Im  21. Jahrhundert türmen sich nicht nur ökologische Herausforderungen auf, sondern auch soziale und wirtschaftliche. Deshalb müssen wir all diese Aspekte in den Blick nehmen, wenn wir von Nachhaltigkeit sprechen. Wie lassen sich Berufe in Hinblick auf die Digitalisierung zukunftsfest machen? Wie kann Innovationsfreude gefördert werden? Wie lassen sich im Wettbewerb Sozialstandards aufrechterhalten? An Fragen wie diesen hängen die Zukunft des Industriestandorts, Millionen guter Jobs – und letztlich auch alle ökologischen Bemühungen um mehr Nachhaltigkeit.

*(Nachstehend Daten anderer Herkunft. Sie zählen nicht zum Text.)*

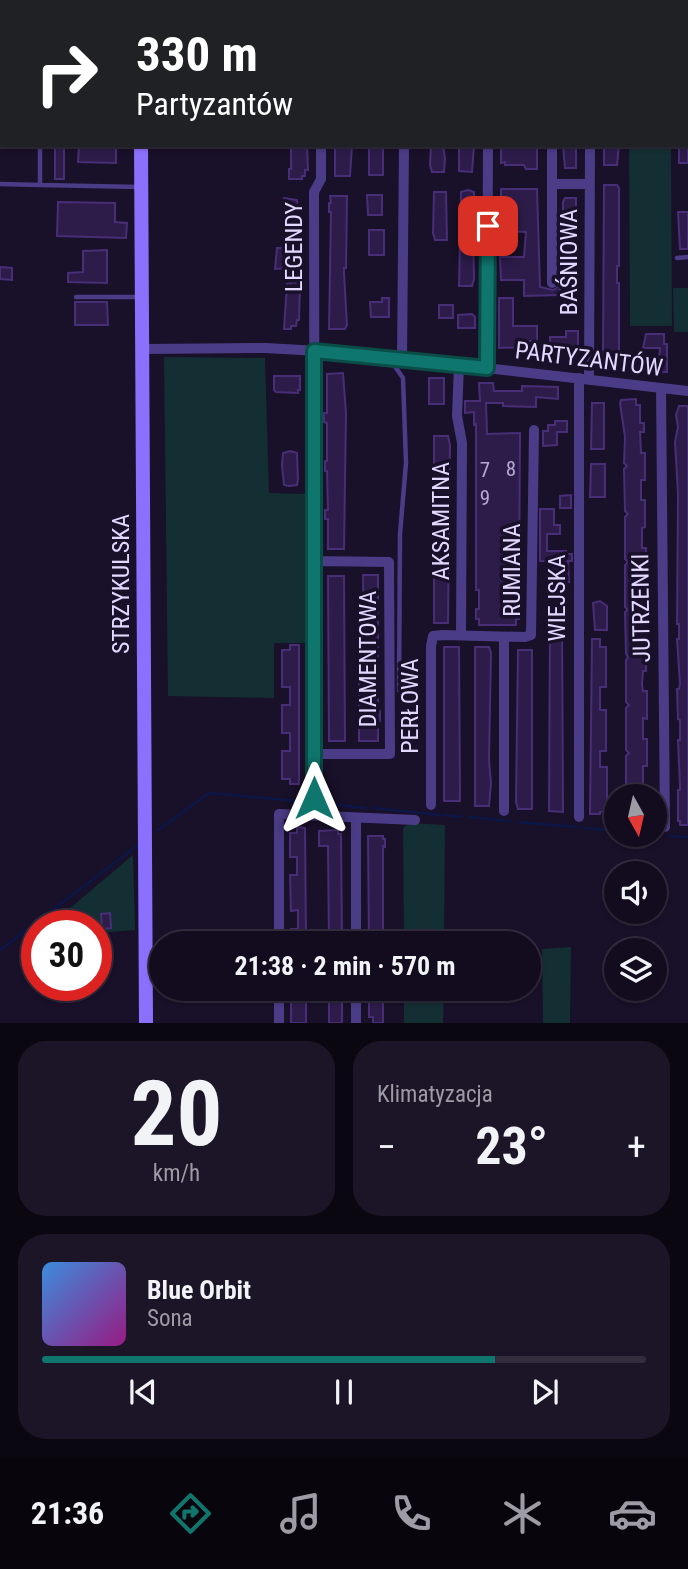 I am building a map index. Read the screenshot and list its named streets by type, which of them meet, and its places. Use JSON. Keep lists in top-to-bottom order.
{
  "streets": {
    "street": [
      "LEGENDY",
      "BAŚNIOWA",
      "PARTYZANTÓW",
      "AKSAMITNA",
      "RUMIANA",
      "STRZYKULSKA",
      "WIEJSKA",
      "JUTRZENKI",
      "DIAMENTOWA",
      "PERŁOWA"
    ]
  },
  "crossings": [
    ["LEGENDY", "PARTYZANTÓW"],
    ["LEGENDY", "DIAMENTOWA"],
    ["BAŚNIOWA", "PARTYZANTÓW"],
    ["BAŚNIOWA", "WIEJSKA"],
    ["PARTYZANTÓW", "AKSAMITNA"],
    ["PARTYZANTÓW", "STRZYKULSKA"],
    ["PARTYZANTÓW", "WIEJSKA"],
    ["PARTYZANTÓW", "JUTRZENKI"],
    ["AKSAMITNA", "PERŁOWA"]
  ],
  "house_numbers": ["8", "7", "9"],
  "north": "bottom",
  "page": {
    "turn": ["330 m", "Partyzantów"],
    "limit": "30",
    "trip": "21:38 · 2 min · 570 m",
    "tile": [
      ["20", "km/h"],
      "Klimatyzacja"
    ],
    "heat": ["−", "23°", "+"],
    "song": ["Blue Orbit", "Sona"],
    "tabs": "21:36"
  }
}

Nachhaltigkeit: Das ist eines dieser Buzzwords, ein Schlagwort mit Ausrufezeichen. Doch was genau verbirgt sich dahinter? Die Ursprünge des Begriffs sind unklar, aber das hinter ihm stehende Prinzip, "nach dem nicht mehr verbraucht werden darf, als jeweils nachwachsen, sich regenerieren, künftig wieder bereitgestellt werden kann", etablierte sich im 18. Jahrhundert in der Forstwirtschaft. Hintergrund war seinerzeit ein massiv steigender Bedarf an Brennholz, etwa für die Salzgewinnung und den Silberbergbau.

Von Anbeginn ist der Nachhaltigkeitsbegriff an die Endlichkeit aller natürlichen Ressourcen geknüpft – und eine daraus erwachsende Verantwortung zum Maßhalten. Daran hat sich bis heute nichts geändert, sehr wohl aber an den Handlungsfeldern, die mit Nachhaltigkeit in Verbindung gebracht werden. Während Nachhaltigkeit in der breiten Debatte vor allem gleichbedeutend mit "ökologischer Verantwortung" ist, beinhaltet der Begriff seit jeher auch eine soziale und ökonomische Dimension. Denn ursprünglich war Nachhaltigkeit weniger durch Umweltschutzgedanken motiviert, sondern eher durch die Sorge, dass bei zu exzessivem Waldverbrauch eine entscheidende Grundlage von Wirtschaft und Wohlstand zur Neige gehen könnte.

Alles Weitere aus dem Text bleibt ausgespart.